Under the 1987 Constitution, the President is required to submit to Congress within 48 hours a report on the martial law declaration. Congress voting jointly may then vote to revoke the martial law declaration in a majority vote.

Both Speaker Pantaleon Alvarez and majority leader Fariñas, Duterte’s staunchest allies, said Congress need not convene jointly sans a concurrent resolution calling for a joint session.

Alvarez said Congress need not vote to revoke the martial law because it is the President’s mandate to declare martial law in case of invasion or rebellion.

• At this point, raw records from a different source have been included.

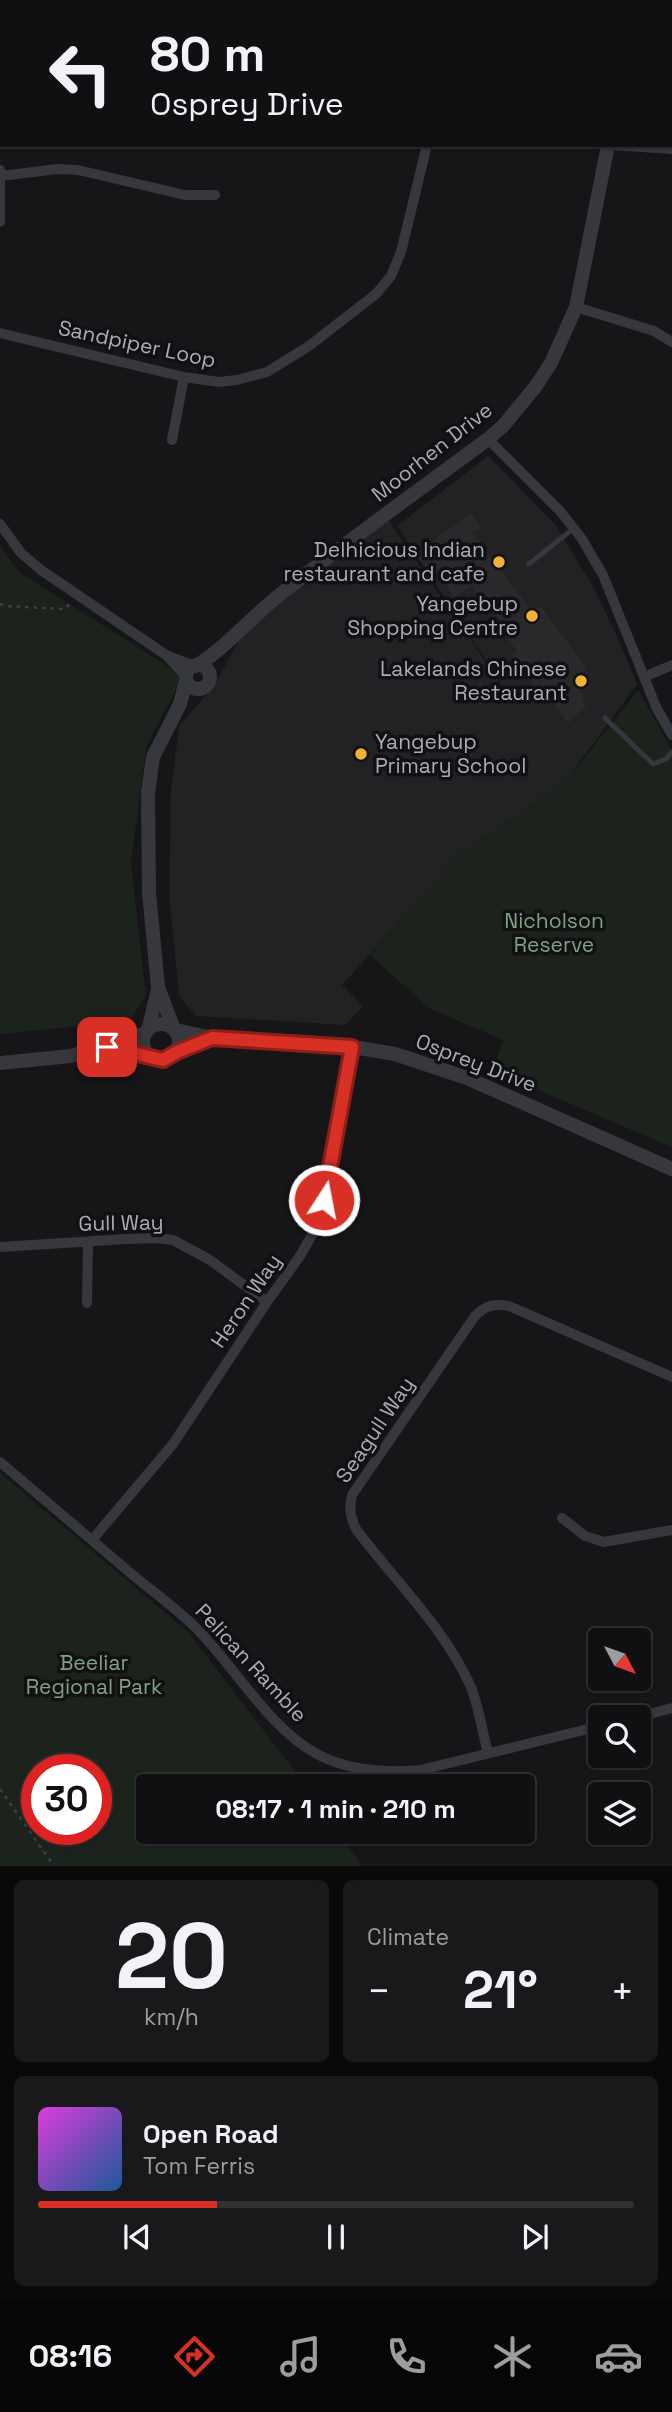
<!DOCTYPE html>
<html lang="en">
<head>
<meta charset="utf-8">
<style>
  body { margin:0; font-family:"Space Grotesk",sans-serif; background:#19191b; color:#f1f3f6; height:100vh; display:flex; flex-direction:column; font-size:26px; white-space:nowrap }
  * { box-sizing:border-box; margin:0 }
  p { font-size:23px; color:#9c9d9f }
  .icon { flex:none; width:38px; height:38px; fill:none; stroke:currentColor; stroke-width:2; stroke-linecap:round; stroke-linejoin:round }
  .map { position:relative; height:1866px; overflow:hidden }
  .side { display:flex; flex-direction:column; gap:14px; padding:14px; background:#09090a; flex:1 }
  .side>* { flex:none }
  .top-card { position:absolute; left:0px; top:0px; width:672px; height:147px; box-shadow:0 2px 5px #0004,0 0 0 2px #303032; background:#101012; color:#f1f3f6; overflow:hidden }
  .needle { width:46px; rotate:131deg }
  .fabs { position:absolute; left:588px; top:1628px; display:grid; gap:14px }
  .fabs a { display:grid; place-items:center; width:63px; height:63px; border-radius:7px; background:#101012; box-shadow:0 2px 5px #0004,0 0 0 2px #303032; font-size:35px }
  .speed { position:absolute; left:21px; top:1754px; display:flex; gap:14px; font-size:35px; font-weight:700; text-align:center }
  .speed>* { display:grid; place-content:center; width:91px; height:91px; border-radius:50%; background:#101012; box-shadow:0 2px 5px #0004,0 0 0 2px #303032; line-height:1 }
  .speed .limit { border:10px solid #d22; background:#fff; color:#111 }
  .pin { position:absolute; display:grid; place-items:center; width:60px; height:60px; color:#fff; margin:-30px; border-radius:14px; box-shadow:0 4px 10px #0006 }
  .me { position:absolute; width:77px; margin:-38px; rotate:11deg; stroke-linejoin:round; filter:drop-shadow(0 0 5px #0008) }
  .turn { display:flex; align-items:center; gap:24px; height:147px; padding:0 35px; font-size:32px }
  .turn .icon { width:91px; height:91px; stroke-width:2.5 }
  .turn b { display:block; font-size:49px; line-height:60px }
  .big { font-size:52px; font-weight:700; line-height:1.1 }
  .side .tile { flex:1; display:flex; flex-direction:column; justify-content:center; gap:10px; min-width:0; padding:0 24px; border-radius:10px; background:#19191b }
  .side .dial { align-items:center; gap:0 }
  .dial b { font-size:91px; line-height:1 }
  .song { display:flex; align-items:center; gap:21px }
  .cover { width:84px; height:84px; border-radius:10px; background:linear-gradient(135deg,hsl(300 70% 55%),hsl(210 70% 35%)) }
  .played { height:7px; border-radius:4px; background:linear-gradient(90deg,#d93025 30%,#303032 30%) }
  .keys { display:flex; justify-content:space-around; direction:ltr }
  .heat { display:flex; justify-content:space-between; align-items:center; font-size:38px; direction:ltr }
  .side .tiles { flex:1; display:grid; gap:14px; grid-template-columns:1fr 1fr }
  .tile:last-child { grid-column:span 2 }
  .trip { position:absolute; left:136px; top:1774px; width:399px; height:70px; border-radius:7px; background:#101012; box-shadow:0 2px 5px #0004,0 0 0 2px #303032; font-weight:700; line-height:70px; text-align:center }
  .menu { display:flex; height:112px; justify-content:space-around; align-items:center; background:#060607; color:#9c9d9f }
  .menu .icon { width:49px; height:49px }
  .menu .current { color:#d93025 }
  .menu b { font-size:32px; color:#f1f3f6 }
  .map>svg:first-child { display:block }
  .built { fill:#222225 }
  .green { fill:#1c231d; fill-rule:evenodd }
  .building { fill:#29292c }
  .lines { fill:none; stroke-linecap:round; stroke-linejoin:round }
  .path { stroke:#3d3f44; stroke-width:2.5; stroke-dasharray:3.5 5; stroke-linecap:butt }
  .service { stroke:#37383d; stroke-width:5 }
  .minor { stroke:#37383d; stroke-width:10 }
  .tertiary { stroke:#37383d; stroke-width:14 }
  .route-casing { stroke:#8d1f18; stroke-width:18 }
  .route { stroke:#d93025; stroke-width:12 }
  .poi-dot { fill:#f2b134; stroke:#111113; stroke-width:2.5 }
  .labels { text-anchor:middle; stroke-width:7; stroke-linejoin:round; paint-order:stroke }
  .street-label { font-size:21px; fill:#a8adb8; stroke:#111113 }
  .poi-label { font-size:21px; fill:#a8adb8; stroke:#111113; text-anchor:end }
  .park-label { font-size:21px; fill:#7fa381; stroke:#111113 }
</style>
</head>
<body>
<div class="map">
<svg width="672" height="1866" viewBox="0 0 672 1866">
  <rect width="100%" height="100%" fill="#161618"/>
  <path class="built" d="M488 456 555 524 594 588 620 643 637 684 566 781 459 855 342 985 363 1006 345 1025 196 1016 179 996 169 894 171 791 179 726 213 687 240 639 276 603 387 518 522 715 397 526Z"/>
  <path class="green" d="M0 546 19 572 183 676 146 747 131 863 146 996 129 1021 0 1034Z
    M638 690 672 750V1147L493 1071 503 1040 429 1008 370 955 457 856 566 781Z
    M0 1473 188 1632 307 1787H149V1832H339L362 1866H0ZM37 1769H96V1829H37Z"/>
  <path class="building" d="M471 513 481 527 472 532 531 610 535 607 542 608 587 668 575 677 586 706 568 723 548 696 544 699 511 655 517 651 503 632 506 629 471 585 455 599 437 572 432 576 415 554Z"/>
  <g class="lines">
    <path class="path" d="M0 604 5 606 64 609 71 603
      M0 1789 54 1866"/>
    <path class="service" d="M529 564 574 528
      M605 718 653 764 666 759 672 752"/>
    <path class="minor" d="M170 0 171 2
      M434 0 435 2
      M0 10 2 7
      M611 145 672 149
      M0 170V222
      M1 176 57 169 78 170 185 195H215
      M576 307 654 331 672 342
      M0 333 184 377 219 382 237 380 267 372 309 346 376 294 391 276 401 252 427 145
      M488 439 560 511 582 539 603 575 657 709 672 735
      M172 440 184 377
      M0 524 21 553 41 570 166 655 194 666
      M168 657 186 677
      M644 677 672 665
      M0 1247 127 1239 154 1238 173 1240 210 1260 267 1302
      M87 1303 88 1242
      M0 1462C45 1500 89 1538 134 1576 156 1594 180 1611 199 1631 235 1668 271 1730 317 1754 348 1771 386 1773 421 1770L600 1726
      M562 1518 585 1536 604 1542 672 1530
      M92 1540 173 1444 267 1302 300 1256 316 1228 324 1200 353 1047
      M638 1717 672 1708
      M488 1753C482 1731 479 1706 470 1685 443 1626 394 1580 356 1529 350 1516 349 1508 352 1495L475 1316C485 1306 494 1303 509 1306L672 1377"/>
    <path class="tertiary" d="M607 0V2
      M186 677a12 12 0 1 1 24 0a12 12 0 1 1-24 0Z
      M196 666C227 647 252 616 282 593 349 540 419 490 488 439L503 426 536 386 551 363 576 307 608 145
      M143 1042a18 18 0 1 1 36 0a18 18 0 1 1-36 0Z
      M149 1027 158 989
      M173 1027 158 987 149 892 148 793 153 757 180 704 186 681
      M176 1030 212 1038 308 1042 353 1047 395 1054 467 1078 672 1169
      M108 1047 148 1055
      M0 1063 71 1056 144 1034"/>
  </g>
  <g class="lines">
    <g class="route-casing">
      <path id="route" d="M107 1047 163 1060 177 1052 212 1038 352 1047 324 1200"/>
    </g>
    <use href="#route" class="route"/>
  </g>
  <g class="poi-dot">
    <circle cx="499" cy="562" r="7"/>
    <circle cx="532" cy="616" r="7"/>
    <circle cx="581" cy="681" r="7"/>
    <circle cx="361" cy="754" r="7"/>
  </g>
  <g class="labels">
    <g class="street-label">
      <text transform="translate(137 344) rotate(12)" y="7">Sandpiper Loop</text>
      <text transform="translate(432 452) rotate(-38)" y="7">Moorhen Drive</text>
      <text transform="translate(476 1063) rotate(21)" y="7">Osprey Drive</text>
      <text transform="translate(121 1223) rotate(-1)" y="7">Gull Way</text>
      <text transform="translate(246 1301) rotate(-56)" y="7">Heron Way</text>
      <text transform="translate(375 1430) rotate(-56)" y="7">Seagull Way</text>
      <text transform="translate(251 1663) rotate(47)" y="7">Pelican Ramble</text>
    </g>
    <g class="poi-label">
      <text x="485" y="557">Delhicious Indian<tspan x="485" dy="24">restaurant and cafe</tspan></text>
      <text x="518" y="611">Yangebup<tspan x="518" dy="24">Shopping Centre</tspan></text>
      <text x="567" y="676">Lakelands Chinese<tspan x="567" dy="24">Restaurant</tspan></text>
      <text x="375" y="749" text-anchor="start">Yangebup<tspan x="375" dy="24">Primary School</tspan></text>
    </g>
    <g class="park-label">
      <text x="554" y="928">Nicholson<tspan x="554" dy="24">Reserve</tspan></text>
      <text x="94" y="1670">Beeliar<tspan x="94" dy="24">Regional Park</tspan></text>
    </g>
  </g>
</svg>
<div class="fabs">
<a><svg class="needle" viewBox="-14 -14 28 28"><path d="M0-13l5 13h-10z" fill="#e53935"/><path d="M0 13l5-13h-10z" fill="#9c9d9f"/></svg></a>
<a><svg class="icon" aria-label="search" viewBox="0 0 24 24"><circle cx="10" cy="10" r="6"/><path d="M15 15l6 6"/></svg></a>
<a><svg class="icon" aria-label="layers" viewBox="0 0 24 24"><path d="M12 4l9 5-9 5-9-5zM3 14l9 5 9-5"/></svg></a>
</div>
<div class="speed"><div class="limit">30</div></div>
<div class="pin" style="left:107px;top:1047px;background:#d93025"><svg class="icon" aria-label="arrive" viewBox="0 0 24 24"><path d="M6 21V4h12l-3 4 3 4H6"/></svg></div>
<svg class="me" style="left:324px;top:1200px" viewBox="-20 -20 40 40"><circle r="17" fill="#d93025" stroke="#fff" stroke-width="3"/><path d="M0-11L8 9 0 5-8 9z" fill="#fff"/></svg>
<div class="trip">08:17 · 1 min · 210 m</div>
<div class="top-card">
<div class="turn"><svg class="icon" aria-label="left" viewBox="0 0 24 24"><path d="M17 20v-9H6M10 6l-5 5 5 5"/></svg><div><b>80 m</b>Osprey Drive</div></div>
</div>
</div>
<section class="side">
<div class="tiles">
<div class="tile dial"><b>20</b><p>km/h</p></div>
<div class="tile"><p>Climate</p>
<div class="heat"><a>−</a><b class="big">21°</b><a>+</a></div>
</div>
<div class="tile">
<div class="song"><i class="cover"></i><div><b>Open Road</b><p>Tom Ferris</p></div></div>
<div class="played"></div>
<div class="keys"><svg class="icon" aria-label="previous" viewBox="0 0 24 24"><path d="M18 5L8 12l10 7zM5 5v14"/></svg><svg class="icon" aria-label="pause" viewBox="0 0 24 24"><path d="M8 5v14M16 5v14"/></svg><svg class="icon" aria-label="next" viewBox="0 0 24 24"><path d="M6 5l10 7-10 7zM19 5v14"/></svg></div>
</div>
</div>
</section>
<nav class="menu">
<b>08:16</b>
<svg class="icon current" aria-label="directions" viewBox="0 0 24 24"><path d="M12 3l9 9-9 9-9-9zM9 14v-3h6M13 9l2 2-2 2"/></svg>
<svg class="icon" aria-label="music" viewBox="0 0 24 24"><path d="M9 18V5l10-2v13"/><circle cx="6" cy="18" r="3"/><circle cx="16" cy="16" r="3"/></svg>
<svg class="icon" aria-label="phone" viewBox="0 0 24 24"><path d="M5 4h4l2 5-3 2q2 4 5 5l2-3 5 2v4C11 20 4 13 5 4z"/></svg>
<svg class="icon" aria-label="climate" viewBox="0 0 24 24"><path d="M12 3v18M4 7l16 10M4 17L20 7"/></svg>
<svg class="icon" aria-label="car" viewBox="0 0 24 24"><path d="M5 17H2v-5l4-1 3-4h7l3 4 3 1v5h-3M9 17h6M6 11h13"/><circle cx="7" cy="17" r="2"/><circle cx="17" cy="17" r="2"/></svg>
</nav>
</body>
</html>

Duterte declared martial law and suspended the privilege of the writ of habeas corpus in Mindanao following the attack of the Maute group in Marawi City, where buildings were burnt, people taken hostage, and flags of the Islamic State (IS) hoisted in the siege carried out by the IS-inspired terror group.

Duterte warned that his orders would be shoot to kill, and that warrantless arrests could be carried out in Mindanao following his declaration. He also warned that martial law there would be no different and as harsh as that declared by the dictator Marcos.

The President even said he is considering imposing martial law nationwide if terror groups inspired by IS gain a foothold in Luzon and Visayas.

According to the 1987 Constitution, the president as commander-in-chief of all armed forces may declare martial law or suspend the privilege of the writ of habeas corpus to “prevent or suppress lawless violence, invasion or rebellion ” for 60 days subject to approval of Congress.

“In case of invasion or rebellion, when the public safety requires it, he may, for a period not exceeding sixty days, suspend the privilege of the writ of habeas corpus or place the Philippines or any part thereof under martial law,” the Constitution stated.

The President is required to report within 48 hours about the declaration of martial law to Congress, which may vote jointly to revoke the proclamation in a majority vote.

“Within forty-eight hours from the proclamation of martial law or the suspension of the privilege of the writ of habeas corpus, the President shall submit a report in person or in writing to the Congress. The Congress, voting jointly, by a vote of at least a majority of all its Members in regular or special session, may revoke such proclamation or suspension, which revocation shall not be set aside by the President,” it added.

Congress may also extend the proclamation or suspension of martial law upon the initiative of the President “if the invasion or rebellion shall persist and public safety requires it,” the Constitution stated.

The Supreme Court may also review the need for a declaration of martial law or suspension of the privilege of writ of habeas corpus upon an appropriate proceeding filed by a concerned citizen.

The Constitution states that a state of martial law “does not suspend the operation of the Constitution, nor supplant the functioning of the civil courts or legislative assemblies, nor authorize the conferment of jurisdiction on military courts and agencies over civilians where civil courts are able to function, nor automatically suspend the privilege of the writ of habeas corpus.”